• WHAT TO PRODUCE
Look through the entries that follow and return each line that has the string "Bulvarı".

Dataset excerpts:
+===+

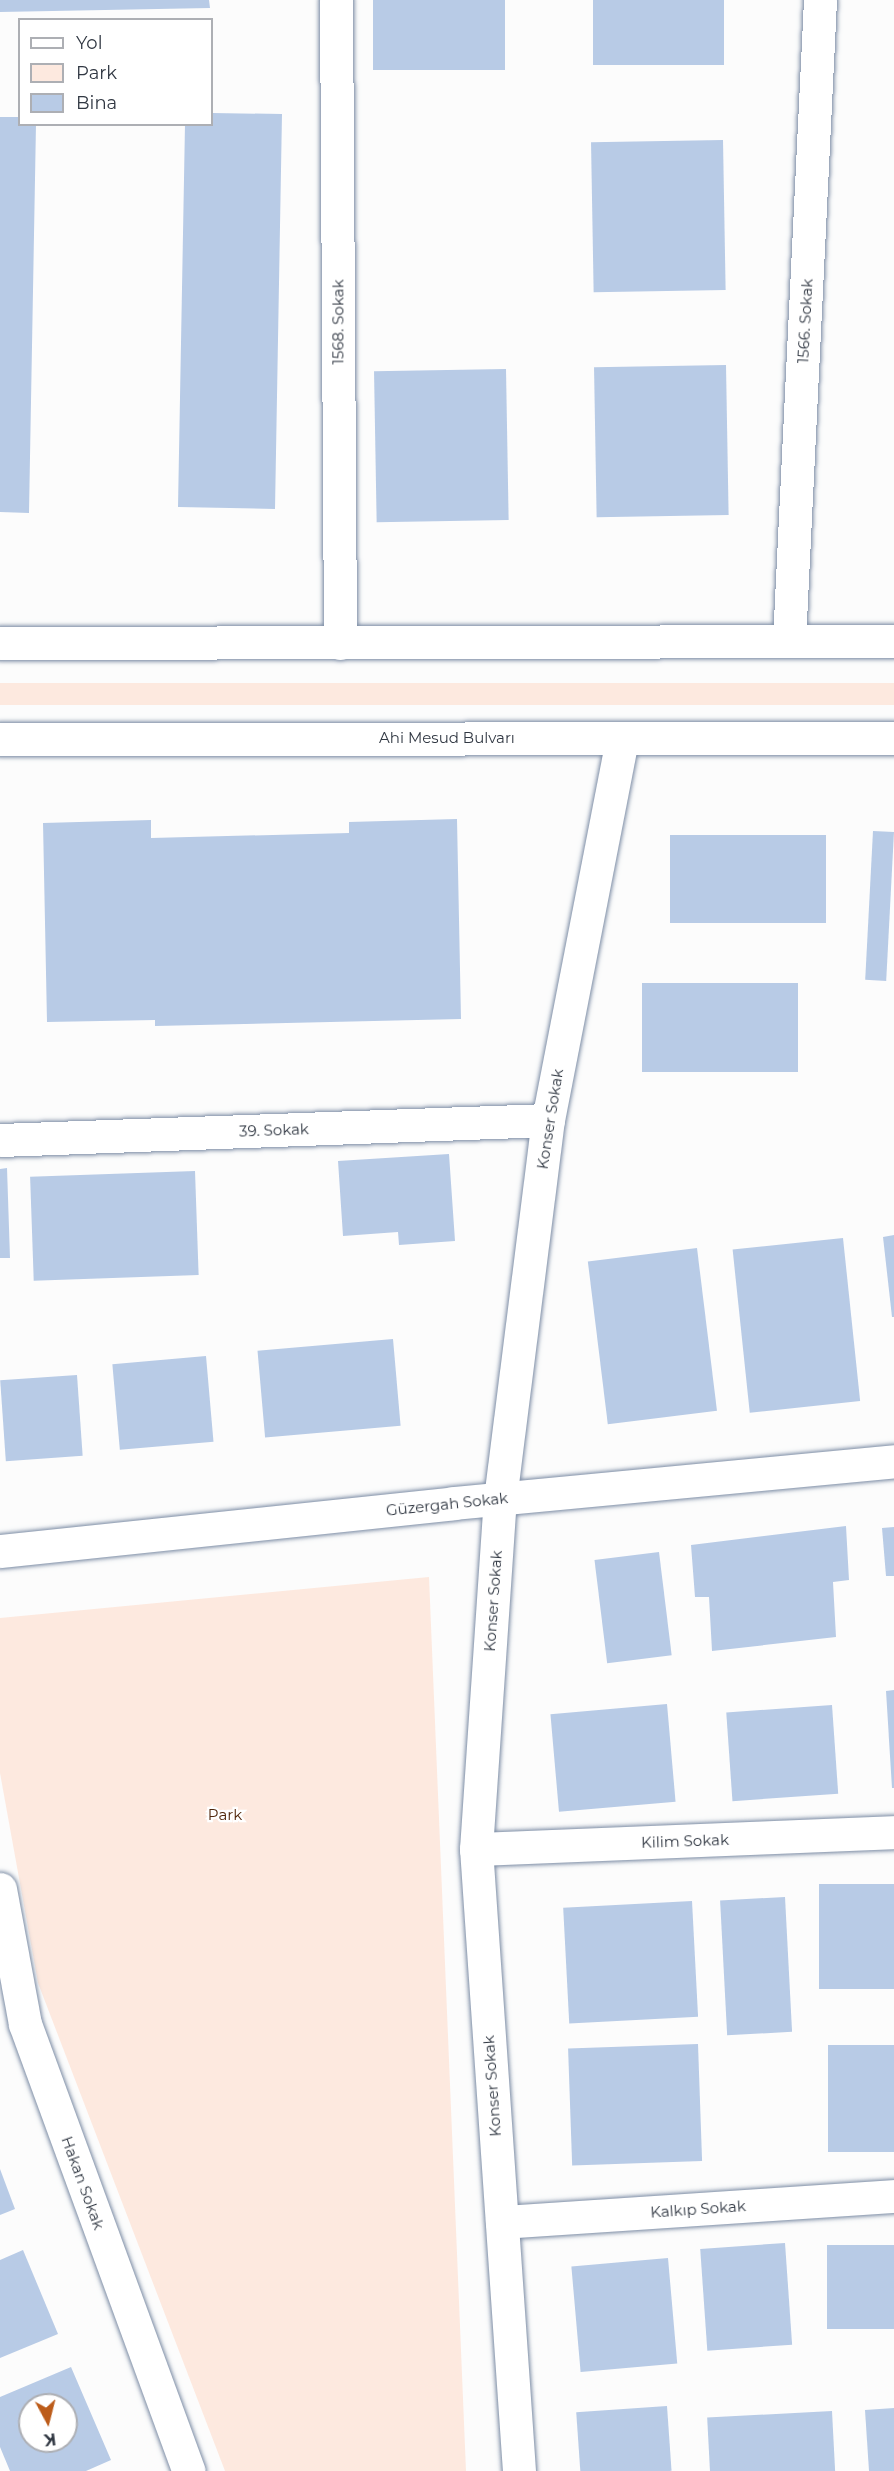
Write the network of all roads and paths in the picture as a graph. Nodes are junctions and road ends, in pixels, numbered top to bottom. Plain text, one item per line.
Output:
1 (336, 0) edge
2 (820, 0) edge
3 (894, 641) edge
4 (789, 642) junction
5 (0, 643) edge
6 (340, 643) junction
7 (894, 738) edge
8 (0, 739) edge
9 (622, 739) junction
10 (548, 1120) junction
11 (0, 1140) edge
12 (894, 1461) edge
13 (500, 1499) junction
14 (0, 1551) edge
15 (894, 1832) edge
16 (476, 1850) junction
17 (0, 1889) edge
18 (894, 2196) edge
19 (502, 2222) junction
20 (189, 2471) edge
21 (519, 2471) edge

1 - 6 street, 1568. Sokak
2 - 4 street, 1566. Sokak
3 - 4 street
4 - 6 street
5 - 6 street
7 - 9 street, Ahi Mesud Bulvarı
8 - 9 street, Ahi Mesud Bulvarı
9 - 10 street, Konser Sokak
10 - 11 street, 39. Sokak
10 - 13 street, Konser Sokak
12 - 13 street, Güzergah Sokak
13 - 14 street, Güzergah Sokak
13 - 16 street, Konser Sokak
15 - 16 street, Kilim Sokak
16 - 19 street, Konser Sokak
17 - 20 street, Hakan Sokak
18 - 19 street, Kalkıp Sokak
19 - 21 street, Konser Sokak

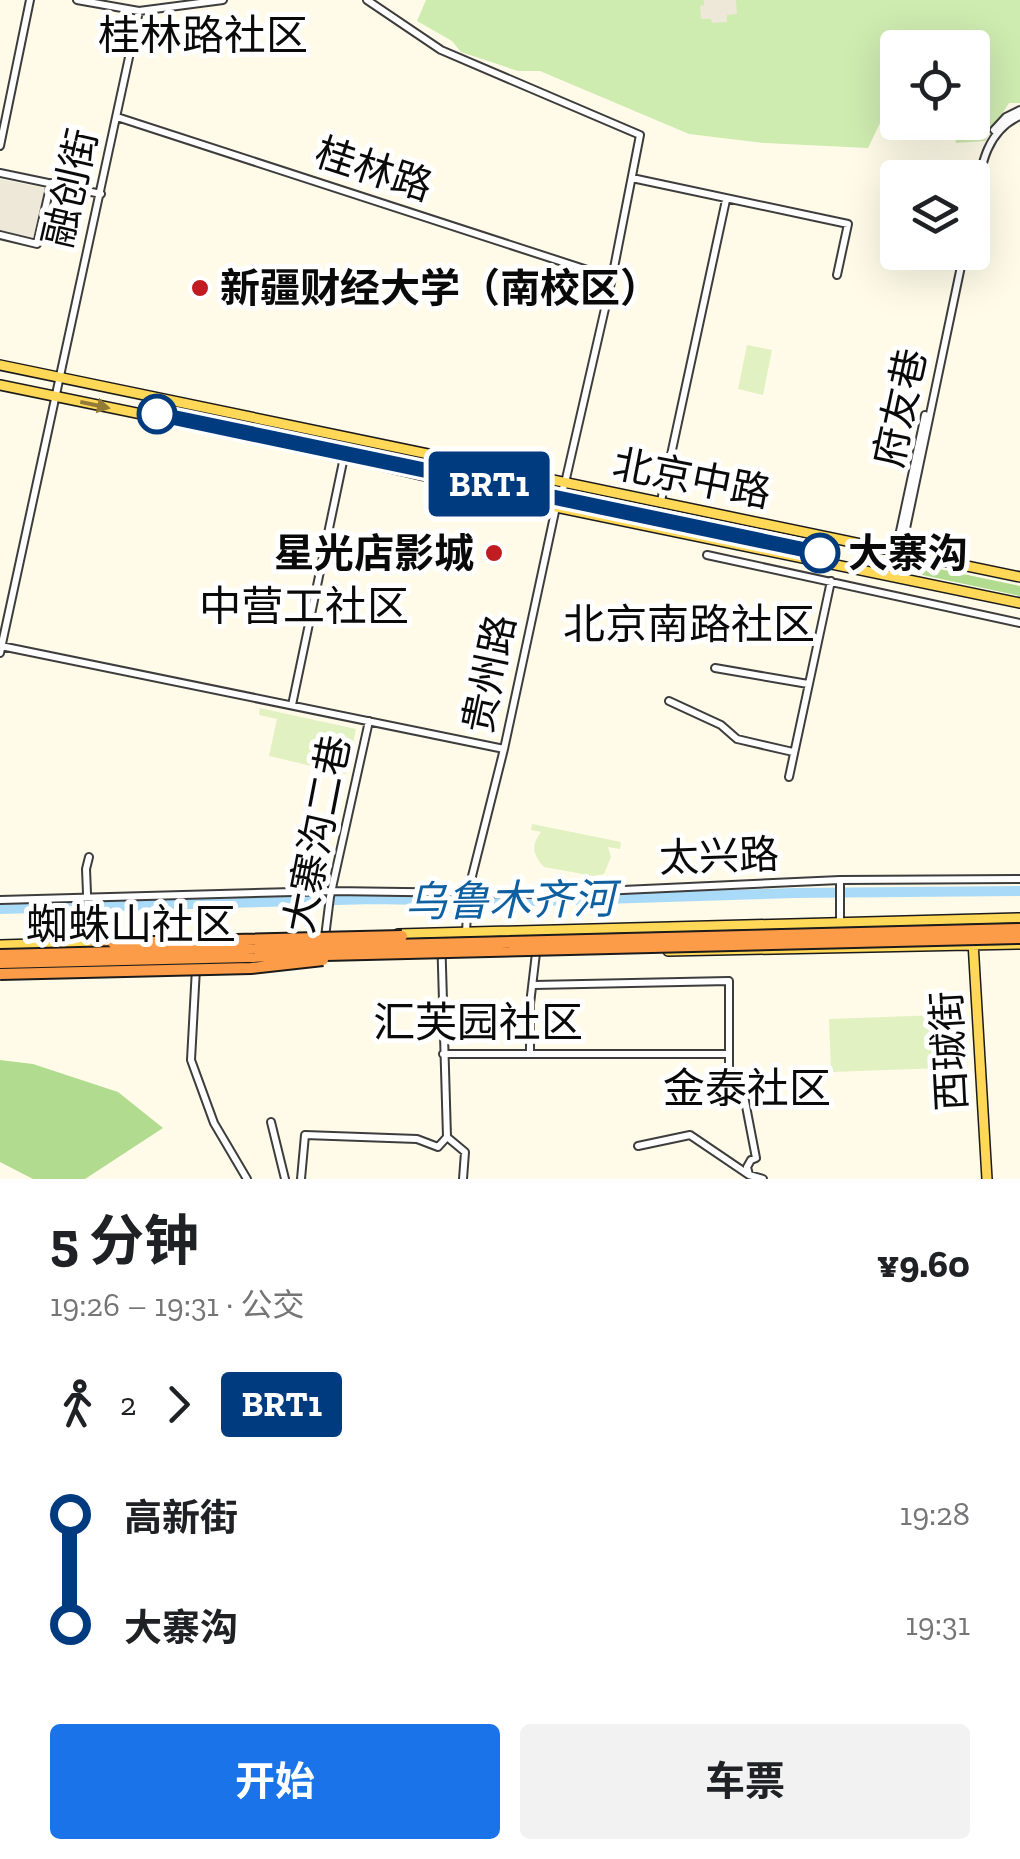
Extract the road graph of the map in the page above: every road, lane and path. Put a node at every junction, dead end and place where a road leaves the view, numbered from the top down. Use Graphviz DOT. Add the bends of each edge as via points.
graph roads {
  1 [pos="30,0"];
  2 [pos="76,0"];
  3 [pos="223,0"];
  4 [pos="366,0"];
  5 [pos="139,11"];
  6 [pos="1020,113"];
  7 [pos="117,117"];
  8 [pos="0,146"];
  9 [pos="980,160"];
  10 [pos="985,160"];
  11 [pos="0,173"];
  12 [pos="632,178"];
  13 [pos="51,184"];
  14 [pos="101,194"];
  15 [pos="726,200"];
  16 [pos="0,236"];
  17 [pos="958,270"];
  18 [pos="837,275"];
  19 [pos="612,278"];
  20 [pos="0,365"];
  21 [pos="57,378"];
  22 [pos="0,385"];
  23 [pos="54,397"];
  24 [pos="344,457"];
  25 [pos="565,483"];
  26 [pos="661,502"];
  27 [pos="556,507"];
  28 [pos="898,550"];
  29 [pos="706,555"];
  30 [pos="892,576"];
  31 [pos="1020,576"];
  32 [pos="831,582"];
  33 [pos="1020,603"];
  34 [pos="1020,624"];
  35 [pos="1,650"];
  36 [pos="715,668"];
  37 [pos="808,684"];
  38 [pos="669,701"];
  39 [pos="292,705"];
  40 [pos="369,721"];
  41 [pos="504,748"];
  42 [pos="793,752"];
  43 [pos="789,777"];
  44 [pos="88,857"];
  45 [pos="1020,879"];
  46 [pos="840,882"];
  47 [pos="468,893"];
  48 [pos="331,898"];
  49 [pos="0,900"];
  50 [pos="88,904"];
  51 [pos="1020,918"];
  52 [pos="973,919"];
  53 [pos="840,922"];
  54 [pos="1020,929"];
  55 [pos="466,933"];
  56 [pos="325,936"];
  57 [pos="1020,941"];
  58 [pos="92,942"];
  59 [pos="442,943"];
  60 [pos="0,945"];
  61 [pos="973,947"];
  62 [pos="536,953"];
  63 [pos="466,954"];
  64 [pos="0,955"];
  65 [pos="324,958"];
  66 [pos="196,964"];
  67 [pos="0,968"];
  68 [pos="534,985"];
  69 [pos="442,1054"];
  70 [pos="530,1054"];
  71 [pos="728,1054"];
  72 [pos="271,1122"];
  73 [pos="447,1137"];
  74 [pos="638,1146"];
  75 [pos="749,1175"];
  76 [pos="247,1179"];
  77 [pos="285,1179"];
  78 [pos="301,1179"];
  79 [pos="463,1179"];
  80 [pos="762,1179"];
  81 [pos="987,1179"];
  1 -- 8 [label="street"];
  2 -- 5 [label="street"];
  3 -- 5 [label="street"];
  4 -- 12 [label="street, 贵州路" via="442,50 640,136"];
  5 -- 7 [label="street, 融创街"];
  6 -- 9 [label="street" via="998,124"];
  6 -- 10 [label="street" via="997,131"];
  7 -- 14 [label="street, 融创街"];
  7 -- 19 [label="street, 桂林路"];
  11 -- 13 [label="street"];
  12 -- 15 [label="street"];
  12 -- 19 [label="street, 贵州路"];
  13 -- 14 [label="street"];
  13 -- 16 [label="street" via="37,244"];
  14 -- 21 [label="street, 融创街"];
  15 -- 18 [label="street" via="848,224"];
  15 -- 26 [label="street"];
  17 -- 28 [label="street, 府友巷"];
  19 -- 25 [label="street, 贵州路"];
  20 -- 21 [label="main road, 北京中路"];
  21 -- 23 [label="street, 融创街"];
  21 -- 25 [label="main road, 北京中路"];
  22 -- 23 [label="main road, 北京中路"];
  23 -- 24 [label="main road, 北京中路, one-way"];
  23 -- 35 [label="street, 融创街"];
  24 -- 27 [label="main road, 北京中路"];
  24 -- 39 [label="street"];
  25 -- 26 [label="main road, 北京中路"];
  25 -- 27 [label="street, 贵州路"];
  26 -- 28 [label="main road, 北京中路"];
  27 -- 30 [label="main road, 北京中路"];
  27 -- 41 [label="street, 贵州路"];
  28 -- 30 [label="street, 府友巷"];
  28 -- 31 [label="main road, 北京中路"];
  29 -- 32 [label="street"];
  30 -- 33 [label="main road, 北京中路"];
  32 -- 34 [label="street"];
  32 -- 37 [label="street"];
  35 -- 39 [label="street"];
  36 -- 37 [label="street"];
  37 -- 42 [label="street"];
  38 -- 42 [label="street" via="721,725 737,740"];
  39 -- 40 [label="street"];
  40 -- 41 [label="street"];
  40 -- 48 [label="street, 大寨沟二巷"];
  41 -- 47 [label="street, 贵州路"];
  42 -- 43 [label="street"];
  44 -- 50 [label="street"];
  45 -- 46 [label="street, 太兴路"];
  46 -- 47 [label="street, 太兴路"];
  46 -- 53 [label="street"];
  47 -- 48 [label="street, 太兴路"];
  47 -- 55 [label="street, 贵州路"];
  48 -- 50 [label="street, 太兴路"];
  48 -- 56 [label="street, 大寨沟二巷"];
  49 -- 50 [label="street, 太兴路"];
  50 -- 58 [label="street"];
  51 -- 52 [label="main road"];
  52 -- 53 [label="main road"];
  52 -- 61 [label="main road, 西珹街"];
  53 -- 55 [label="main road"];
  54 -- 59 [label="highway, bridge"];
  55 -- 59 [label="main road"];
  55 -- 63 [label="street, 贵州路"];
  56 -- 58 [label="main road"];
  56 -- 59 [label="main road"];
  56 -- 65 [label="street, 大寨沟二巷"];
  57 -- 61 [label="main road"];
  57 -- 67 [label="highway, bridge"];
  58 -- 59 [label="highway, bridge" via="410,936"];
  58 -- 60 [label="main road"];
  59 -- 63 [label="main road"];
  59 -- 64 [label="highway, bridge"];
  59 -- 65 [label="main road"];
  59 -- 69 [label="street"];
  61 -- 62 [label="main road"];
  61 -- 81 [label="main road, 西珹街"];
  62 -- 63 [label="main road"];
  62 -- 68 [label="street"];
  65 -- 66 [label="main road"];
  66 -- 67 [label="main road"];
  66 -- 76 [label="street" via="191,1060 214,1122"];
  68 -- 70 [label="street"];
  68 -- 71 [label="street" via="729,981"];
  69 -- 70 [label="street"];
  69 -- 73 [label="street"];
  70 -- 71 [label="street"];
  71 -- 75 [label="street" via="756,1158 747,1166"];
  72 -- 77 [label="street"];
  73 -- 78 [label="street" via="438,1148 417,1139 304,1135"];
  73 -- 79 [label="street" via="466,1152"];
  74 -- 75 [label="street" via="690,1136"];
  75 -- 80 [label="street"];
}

+===+

• ANSWER TO THIS TASK
7 - 9 street, Ahi Mesud Bulvarı
8 - 9 street, Ahi Mesud Bulvarı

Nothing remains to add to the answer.